- WHAT YOU SHOULD DO -
Please transcribe the entries below exactly and leave out every picture.

▼▼▼

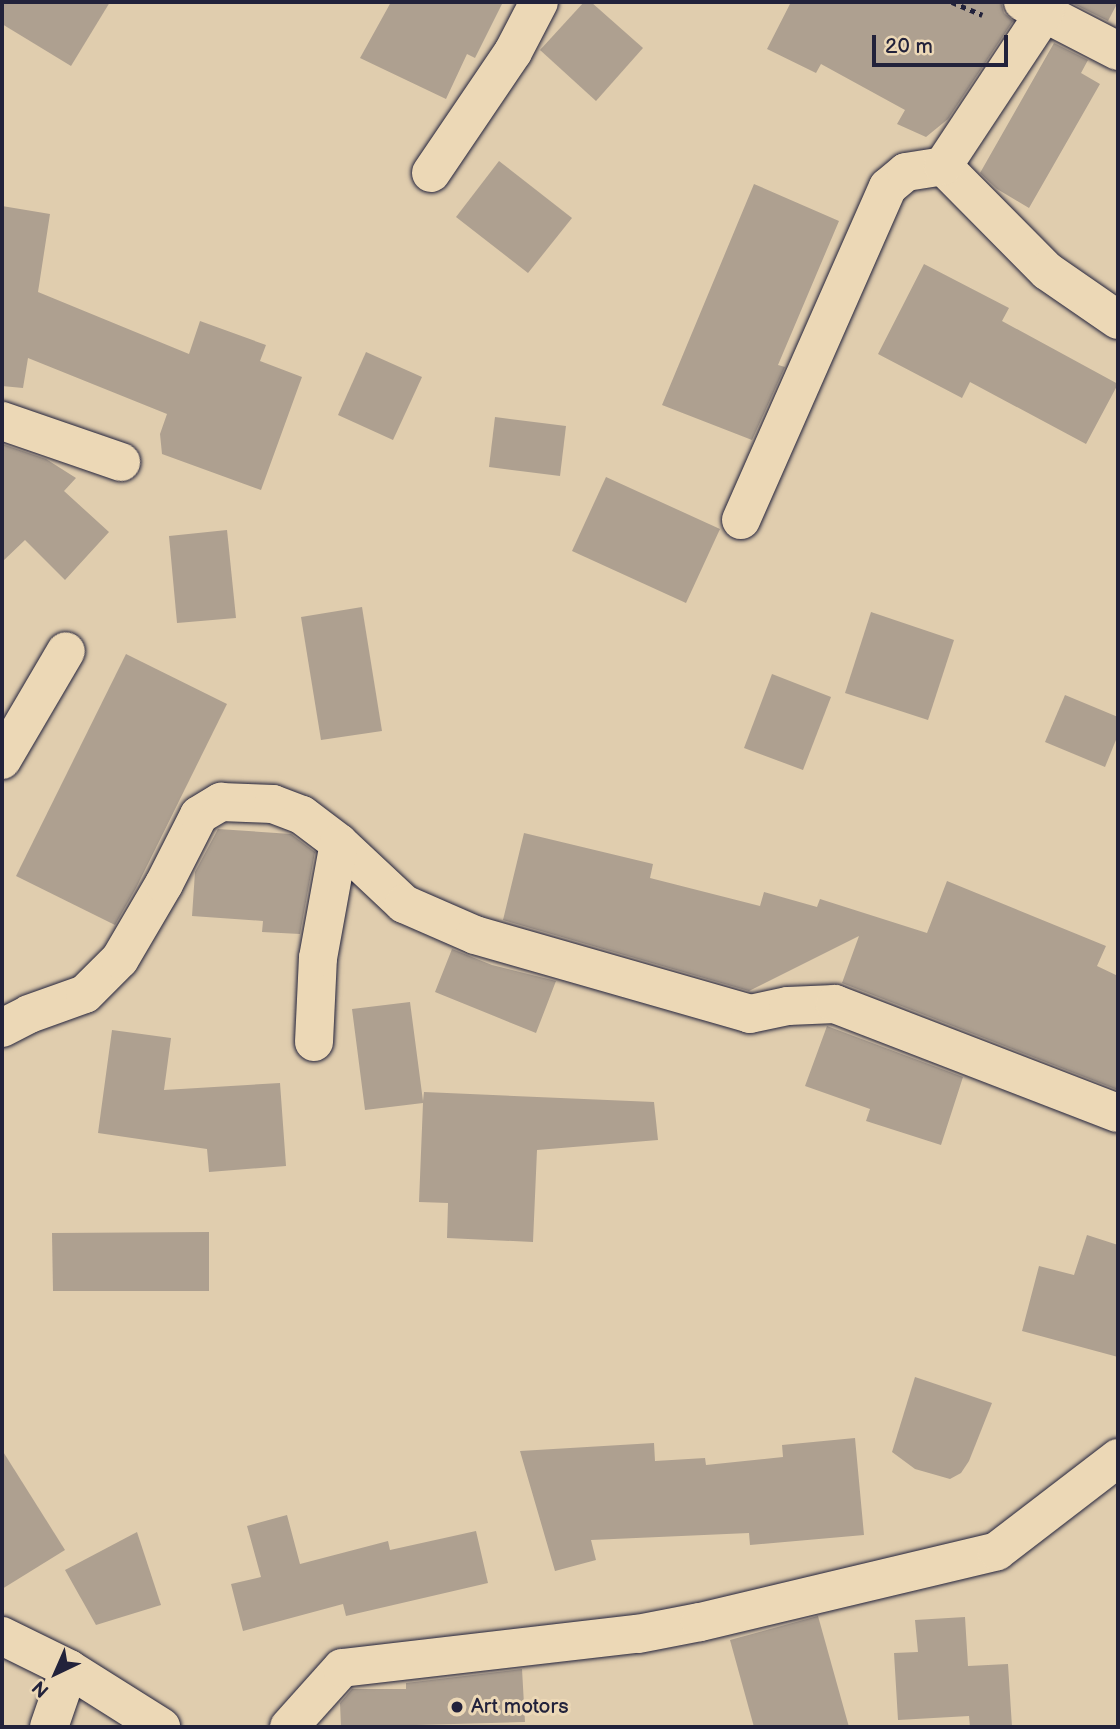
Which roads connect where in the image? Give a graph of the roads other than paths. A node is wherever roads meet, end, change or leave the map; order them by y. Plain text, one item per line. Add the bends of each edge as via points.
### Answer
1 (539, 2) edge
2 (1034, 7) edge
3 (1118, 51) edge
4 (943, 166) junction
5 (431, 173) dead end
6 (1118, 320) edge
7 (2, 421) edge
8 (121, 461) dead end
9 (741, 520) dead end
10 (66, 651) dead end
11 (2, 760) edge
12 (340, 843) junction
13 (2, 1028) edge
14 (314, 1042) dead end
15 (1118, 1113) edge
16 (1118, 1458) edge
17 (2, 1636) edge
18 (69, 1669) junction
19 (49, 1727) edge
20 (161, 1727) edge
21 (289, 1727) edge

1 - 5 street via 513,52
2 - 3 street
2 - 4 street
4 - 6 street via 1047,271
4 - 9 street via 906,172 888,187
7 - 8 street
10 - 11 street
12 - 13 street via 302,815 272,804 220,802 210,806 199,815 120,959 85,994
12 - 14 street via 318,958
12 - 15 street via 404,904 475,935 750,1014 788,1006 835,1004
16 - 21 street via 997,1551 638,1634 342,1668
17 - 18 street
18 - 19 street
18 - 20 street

▲▲▲

- EXERCISE RESPONSE -
Which roads connect where in the image? Give a graph of the roads other than paths. A node is wherever roads meet, end, change or leave the map; order them by y. Plain text, one item per line. Add the bends of each edge as via points.
### Answer
1 (539, 2) edge
2 (1034, 7) edge
3 (1118, 51) edge
4 (943, 166) junction
5 (431, 173) dead end
6 (1118, 320) edge
7 (2, 421) edge
8 (121, 461) dead end
9 (741, 520) dead end
10 (66, 651) dead end
11 (2, 760) edge
12 (340, 843) junction
13 (2, 1028) edge
14 (314, 1042) dead end
15 (1118, 1113) edge
16 (1118, 1458) edge
17 (2, 1636) edge
18 (69, 1669) junction
19 (49, 1727) edge
20 (161, 1727) edge
21 (289, 1727) edge

1 - 5 street via 513,52
2 - 3 street
2 - 4 street
4 - 6 street via 1047,271
4 - 9 street via 906,172 888,187
7 - 8 street
10 - 11 street
12 - 13 street via 302,815 272,804 220,802 210,806 199,815 120,959 85,994
12 - 14 street via 318,958
12 - 15 street via 404,904 475,935 750,1014 788,1006 835,1004
16 - 21 street via 997,1551 638,1634 342,1668
17 - 18 street
18 - 19 street
18 - 20 street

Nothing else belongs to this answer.